A method of component is manufactured by ceramic matrix composites

Background of invention

The present invention relates to the general domains of the method by ceramic matrix composites manufacture component.

There are the various known methods for by compound (CMC) the material manufacture component of ceramic substrate.One of them is to pass through Chemical vapor infiltration (CVI) matrix fiberfill fibers reinforcement.CVI has good machine relevant to high packed density for obtaining The component of tool performance, however, this method haves the shortcomings that valuableness.

Method known to another kind is known as " pre-preg ", wherein by being configured to the yarn of carbon precursor resin prepreg stain Sheet material is then covered to obtain fiber preform.Fiber preform is molded, is heated, is finally permeated with liquid silicon alloy (the referred to as technology of " melt infiltration " (MI)).However, having the component of complex three-dimensional forms may be opposite using this method manufacture It is difficult.

It should also be observed that significant residual porosity rate can be presented in the component obtained by MI technology, this is particularly due to Molten metal unevenly penetrates into fibre-reinforced part.Therefore, the mechanicalness of the component obtained by this method can be improved Energy.

Therefore, it is necessary to a kind of manufacturing method, implement advantage of lower cost, and can obtain complex-shaped and have and change The CMC component of kind mechanical performance and low residual porosity rate.

Purpose of the invention and overview

Therefore, the main object of the present invention is by proposing that a kind of method for manufacturing composite material component is scarce to mitigate these Point, the composite material component include fibre-reinforced part and the ceramic substrate that is present in the hole of fibre-reinforced part, and this method is at least The following steps are included:

A) fibre-reinforced part is formed and carrying out 3 D weaving to ceramic yarn, fiber reinforcement formed in this way Interlocking braiding is presented in part；

B) the first ceramic substrate phase is formed in the hole of fibre-reinforced part；

C) after carrying out step b), the hole of fibre-reinforced part will be introduced comprising the powder of ceramic particle and/or carbon particle In；With

D) after carrying out step c), with include at least silicon molten state penetrative composition permeable fiber reinforcement, with The second ceramic substrate phase is formed in the hole of fibre-reinforced part, to obtain composite material component.

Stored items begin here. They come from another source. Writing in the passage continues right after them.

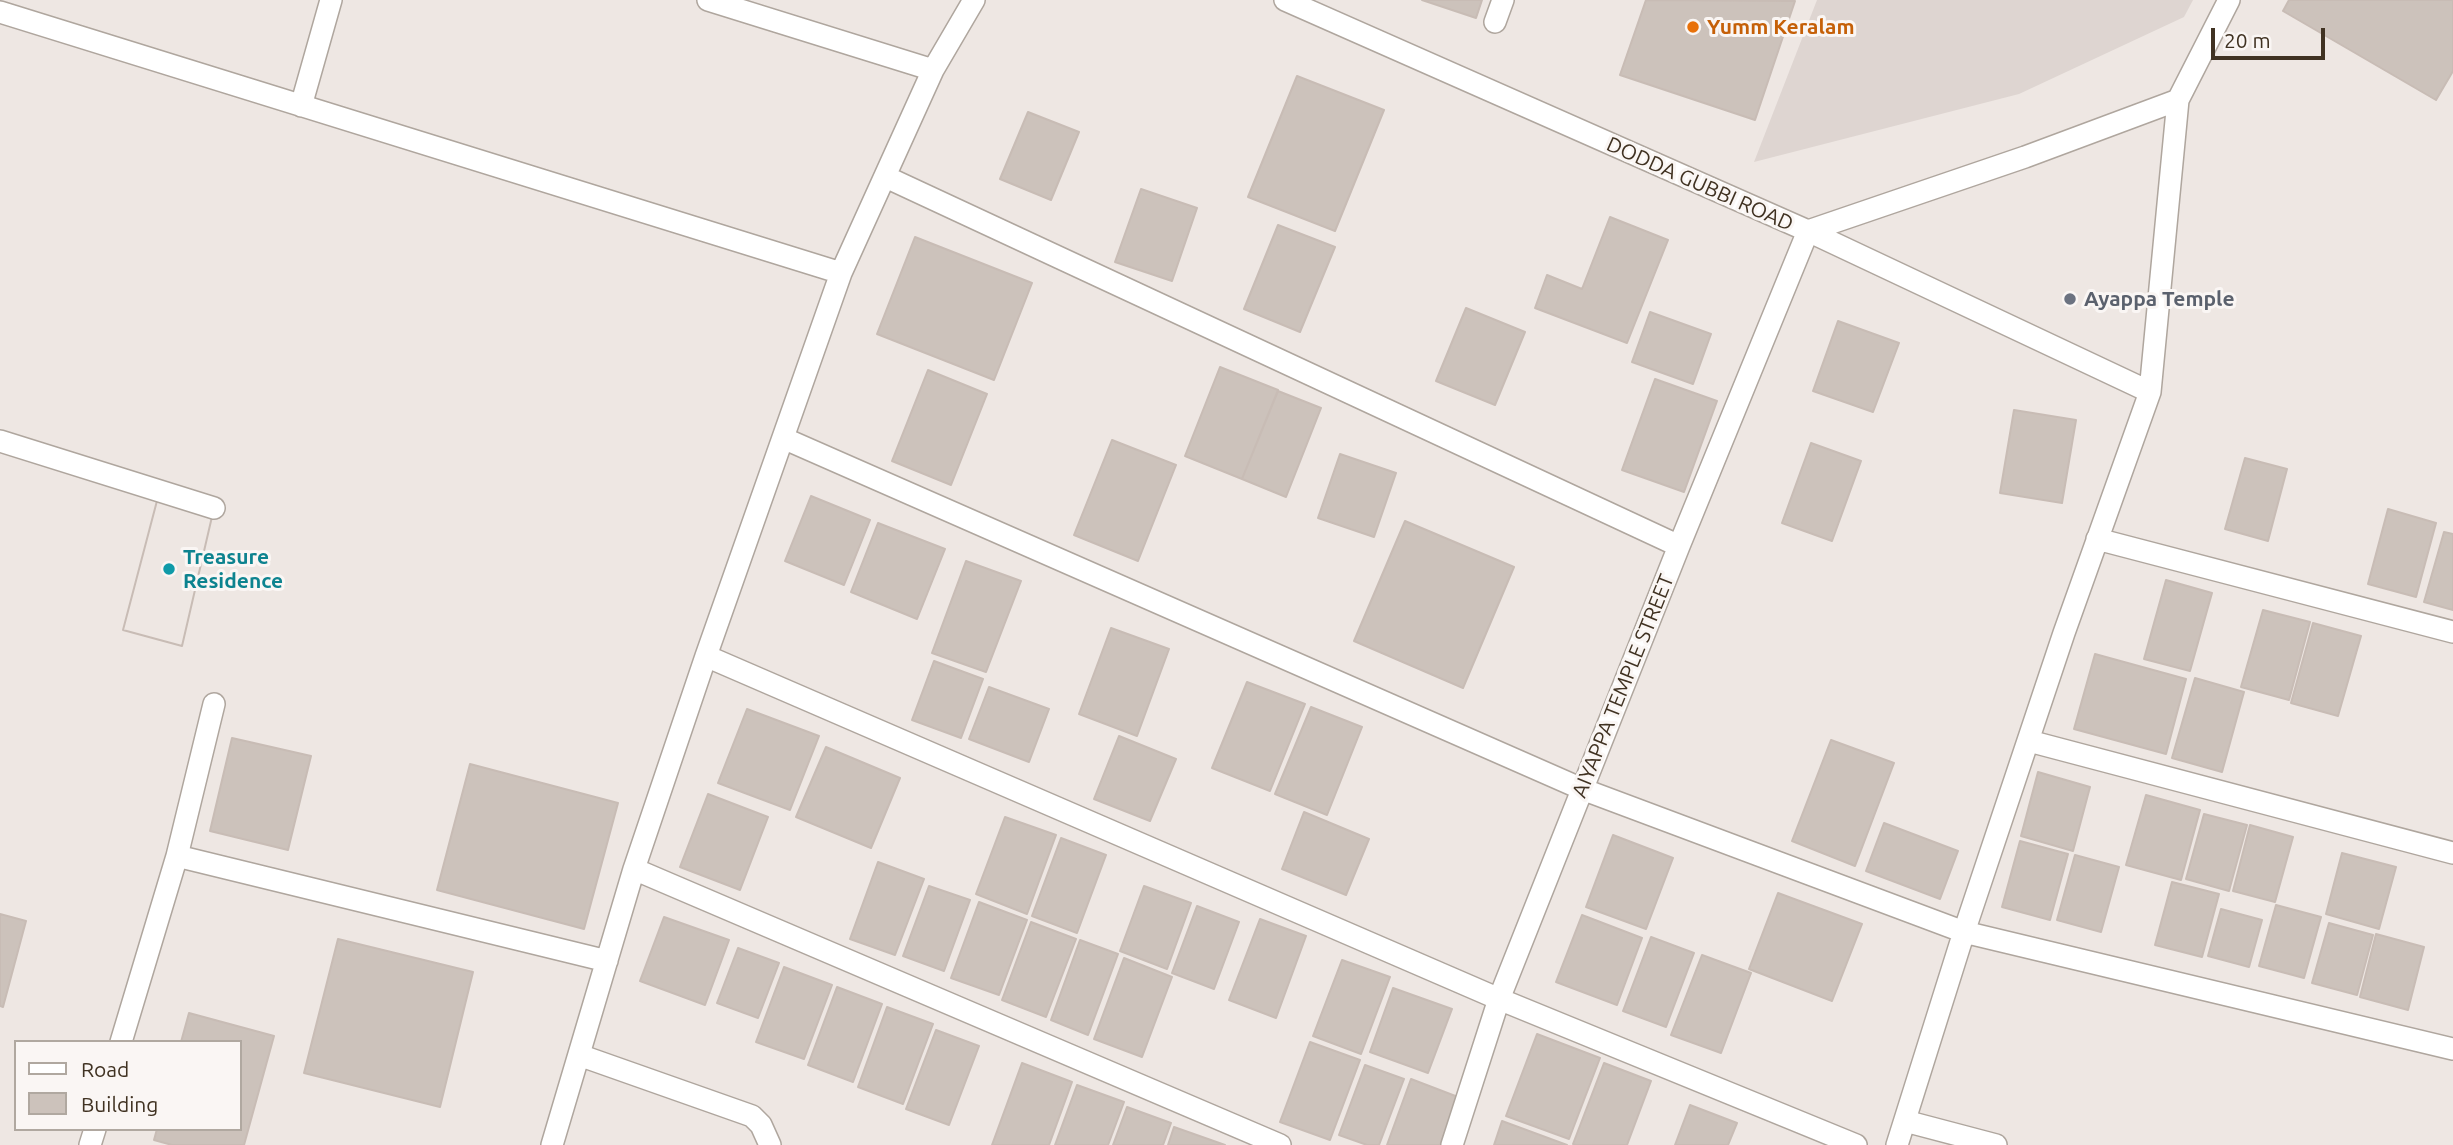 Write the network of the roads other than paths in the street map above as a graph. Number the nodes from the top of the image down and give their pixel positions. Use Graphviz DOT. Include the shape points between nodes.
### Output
graph roads {
  1 [pos="331,0"];
  2 [pos="708,0"];
  3 [pos="974,0"];
  4 [pos="1285,0"];
  5 [pos="1503,0"];
  6 [pos="2229,0"];
  7 [pos="0,12"];
  8 [pos="1495,22"];
  9 [pos="933,70"];
  10 [pos="2178,100"];
  11 [pos="301,106"];
  12 [pos="886,177"];
  13 [pos="1808,231"];
  14 [pos="841,273"];
  15 [pos="2150,392"];
  16 [pos="783,438"];
  17 [pos="0,441"];
  18 [pos="214,508"];
  19 [pos="2097,539"];
  20 [pos="1679,545"];
  21 [pos="2453,632"];
  22 [pos="706,656"];
  23 [pos="214,704"];
  24 [pos="2029,741"];
  25 [pos="1582,789"];
  26 [pos="2453,853"];
  27 [pos="177,856"];
  28 [pos="634,869"];
  29 [pos="1964,932"];
  30 [pos="607,961"];
  31 [pos="1499,999"];
  32 [pos="122,1040"];
  33 [pos="2453,1049"];
  34 [pos="579,1055"];
  35 [pos="1905,1121"];
  36 [pos="552,1145"];
  37 [pos="770,1145"];
  38 [pos="1280,1145"];
  39 [pos="1452,1145"];
  40 [pos="1857,1145"];
  41 [pos="1897,1145"];
  42 [pos="1996,1145"];
  1 -- 11 [label="street"];
  2 -- 9 [label="street"];
  3 -- 9 [label="street"];
  4 -- 13 [label="street, DODDA GUBBI ROAD"];
  5 -- 8 [label="street"];
  6 -- 10 [label="street"];
  7 -- 11 [label="street"];
  9 -- 12 [label="street"];
  10 -- 13 [label="street, DODDA GUBBI ROAD"];
  10 -- 15 [label="street"];
  11 -- 14 [label="street"];
  12 -- 14 [label="street"];
  12 -- 20 [label="street"];
  13 -- 15 [label="street"];
  13 -- 20 [label="street, AIYAPPA TEMPLE STREET"];
  14 -- 16 [label="street"];
  15 -- 19 [label="street"];
  16 -- 22 [label="street"];
  16 -- 25 [label="street"];
  17 -- 18 [label="street"];
  19 -- 21 [label="street"];
  19 -- 24 [label="street"];
  20 -- 25 [label="street, AIYAPPA TEMPLE STREET"];
  22 -- 28 [label="street"];
  22 -- 31 [label="street"];
  23 -- 27 [label="street"];
  24 -- 26 [label="street"];
  24 -- 29 [label="street"];
  25 -- 29 [label="street"];
  25 -- 31 [label="street, AIYAPPA TEMPLE STREET"];
  27 -- 30 [label="street"];
  27 -- 32 [label="street"];
  28 -- 30 [label="street"];
  28 -- 38 [label="street"];
  29 -- 33 [label="street"];
  29 -- 35 [label="street"];
  30 -- 34 [label="street"];
  31 -- 39 [label="street, AIYAPPA TEMPLE STREET"];
  31 -- 40 [label="street"];
  34 -- 36 [label="street"];
  34 -- 37 [label="street" via="752,1116"];
  35 -- 41 [label="street"];
  35 -- 42 [label="street"];
}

Use the fibre-reinforced part with interlocking braiding that powder particle is preferably penetrated into during step c) In the hole of reinforcement.Specifically, it was found by the inventors that after step b), interlocking braiding defines hole path, and the hole is logical Road is suitable for penetrating into particle preferably in the thickness of reinforcement.As a result, the penetrative composition of molten state is during step d) It is easier to penetrate into fibre-reinforced part, thus ceramics and/or carbon particle that wetting is already present in the hole of fibre-reinforced part. In one embodiment, the porosity in component obtained after carrying out step d) can be less than or equal to 5%, or actually Less than or equal to 3%.Therefore, the mechanical performance of the CMC material component of acquisition is improved and its residual porosity rate reduces.Separately Outside, fibre-reinforced part is manufactured using 3 D weaving allow to obtain component with complex shape.

In one embodiment, SiC, Si can be introduced during step c)₃N₄、BN、SiB₆、B₄C particle or these The mixture of grain.

In one embodiment, SiC particulate can be introduced during step c).

The mixture of SiC particulate and carbon particle is introduced during step c).

In one embodiment, the average particle size of the particle introduced during step c) can be less than or equal to 5 μm, or Person is effectively less than or is equal to 1 μm.Term " average particle size of particle " is interpreted as the D of particle₅₀Size.

In one embodiment, the first ceramic substrate mutually may include silicon carbide (SiC).

In one embodiment, after carrying out step b), by volume, the residual porosity rate in fibre-reinforced part (=pore volume is divided by fibre-reinforced part volume) in the range of 30% to 35%.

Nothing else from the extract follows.